Rate Limit Use Cases

Discover when requests to a tenant are rate-limited

There are a handful of ways to determine if a customer product is being rate limited by Auth0. See below for the possible causes of rate limitation.

Tenant logs

You can use tenant logs for more information on request limits. The api_limit is exported in the logs immediately after a rate limit is exceeded. If the rate limit is still being exceeded after an hour, then a second log is created. This enables rate limit detection in both Auth0 or customer-built applications.

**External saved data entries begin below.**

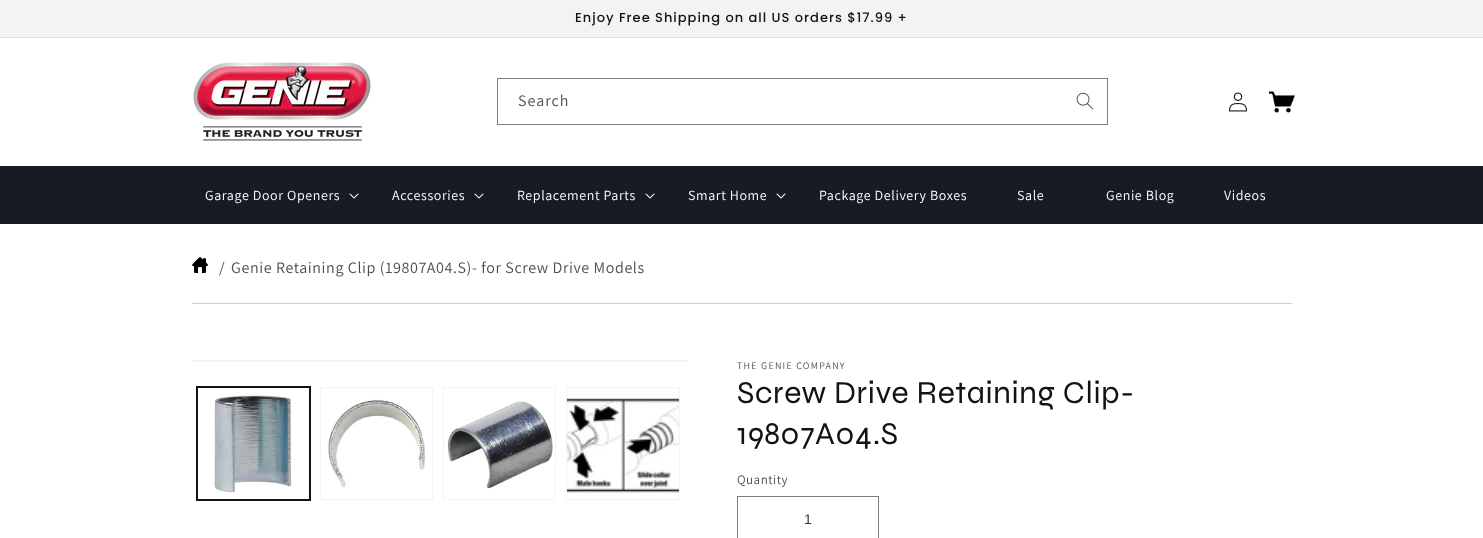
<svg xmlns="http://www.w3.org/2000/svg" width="1483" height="538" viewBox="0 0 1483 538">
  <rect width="100%" height="100%" fill="rgb(255,255,255)"/>
  <rect x="0" y="0" width="1483" height="37" fill="rgb(243,243,243)"/>
  <rect x="0" y="37" width="1483" height="1" fill="rgb(225,225,225)"/>
  <text x="575" y="22" font-family="Poppins" font-size="13" font-weight="500" letter-spacing="1" fill="rgb(18,18,18)">Enjoy Free Shipping on all US orders $17.99 +</text>
  <image x="193" y="62" width="178" height="79" href="pic1.png"/>
  <image x="1076" y="92" width="17" height="18" href="pic2.png"/>
  <rect x="497.5" y="78.5" width="610" height="46" fill="none" stroke="rgb(125,125,125)"/>
  <text x="518" y="106" font-family="Assistant" font-size="16" letter-spacing="1" fill="rgb(77,77,77)">Search</text>
  <image x="1229" y="92" width="18" height="20" href="pic3.png"/>
  <image x="1269" y="91" width="26" height="22" href="pic4.png"/>
  <rect x="0" y="166" width="1483" height="58" fill="rgb(23,27,36)"/>
  <text x="205" y="200" font-family="Assistant" font-size="14" letter-spacing="0.6" fill="rgb(255,255,255)">Garage Door Openers</text>
  <image x="349" y="193" width="10" height="6" href="pic5.png"/>
  <text x="392" y="200" font-family="Assistant" font-size="14" letter-spacing="0.6" fill="rgb(255,255,255)">Accessories</text>
  <image x="474" y="193" width="10" height="6" href="pic5.png"/>
  <text x="517" y="200" font-family="Assistant" font-size="14" letter-spacing="0.6" fill="rgb(255,255,255)">Replacement Parts</text>
  <image x="645" y="193" width="10" height="6" href="pic5.png"/>
  <text x="688" y="200" font-family="Assistant" font-size="14" letter-spacing="0.6" fill="rgb(255,255,255)">Smart Home</text>
  <image x="776" y="193" width="10" height="6" href="pic5.png"/>
  <g font-family="Assistant" font-size="14" letter-spacing="0.6" fill="rgb(255,255,255)">
    <text x="819" y="200">Package Delivery Boxes</text>
    <text x="1017" y="200">Sale</text>
    <text x="1106" y="200">Genie Blog</text>
    <text x="1224" y="200">Videos</text>
  </g>
  <image x="192" y="257" width="16" height="16" href="pic6.png"/>
  <g font-family="Assistant" font-size="16" letter-spacing="0.6" fill="rgb(77,77,77)">
    <text x="219" y="273">/</text>
    <text x="231" y="273">Genie Retaining Clip (19807A04.S)- for Screw Drive Models</text>
  </g>
  <rect x="192" y="303" width="1100" height="1" fill="rgb(208,208,208)"/>
  <rect x="192" y="360" width="495" height="2" fill="rgb(243,243,243)"/>
  <rect x="196.5" y="386.5" width="114" height="114" fill="none" stroke="rgb(18,18,18)"/>
  <rect x="197.5" y="387.5" width="112" height="112" fill="none" stroke="rgb(18,18,18)"/>
  <image x="214" y="394" width="78" height="99" href="pic7.png"/>
  <rect x="320.5" y="387.5" width="112" height="112" fill="none" stroke="rgb(243,243,243)"/>
  <image x="327" y="399" width="98" height="89" href="pic8.png"/>
  <rect x="443.5" y="387.5" width="112" height="112" fill="none" stroke="rgb(243,243,243)"/>
  <image x="447" y="401" width="106" height="88" href="pic9.png"/>
  <rect x="566.5" y="387.5" width="113" height="112" fill="none" stroke="rgb(243,243,243)"/>
  <image x="567" y="398" width="112" height="96" href="pic10.png"/>
  <text x="737" y="369" font-family="Assistant" font-size="10" letter-spacing="1.25" fill="rgb(77,77,77)">THE GENIE COMPANY</text>
  <g font-family="Syne" font-size="32" letter-spacing="0.6" fill="rgb(18,18,18)">
    <text>
      <tspan x="737" y="403">Screw Drive Retaining Clip-</tspan>
      <tspan x="737" y="444">19807A04.S</tspan>
    </text>
  </g>
  <text x="737" y="484" font-family="Assistant" font-size="13" letter-spacing="0.5" fill="rgb(77,77,77)">Quantity</text>
  <rect x="737.5" y="496.5" width="141" height="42" fill="none" stroke="rgb(125,125,125)"/>
  <text x="804" y="524" font-family="Liberation Sans" font-size="14" fill="rgb(54,54,54)">1</text>
</svg>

To learn more about tenant logs, read Logs.

API responses

Auth0 API responses deliver HTTP 429 (Too Many Requests) responses with the exceeded rate limit. This enables customers to observe rate limit enforcement in real time. However, this is only useful for custom-built customer applications interacting directly with the Auth0 API.

SDK error handling

If you are using an SDK, refer to the Management API SDK libraries error pages.

Error pages

The error page response is sent for endpoints that render HTML content to the end user. If your tenant is configured to use generic (Auth0 hosted) pages, Auth0 renders the error page instead of the expected content when you exceed the response limit.  If your tenant is configured to use custom error pages, the user is redirected to the custom error page URL with the relevant error in the error_description query string parameter.  For more information, see Affected endpoints and the JSON Error descriptions.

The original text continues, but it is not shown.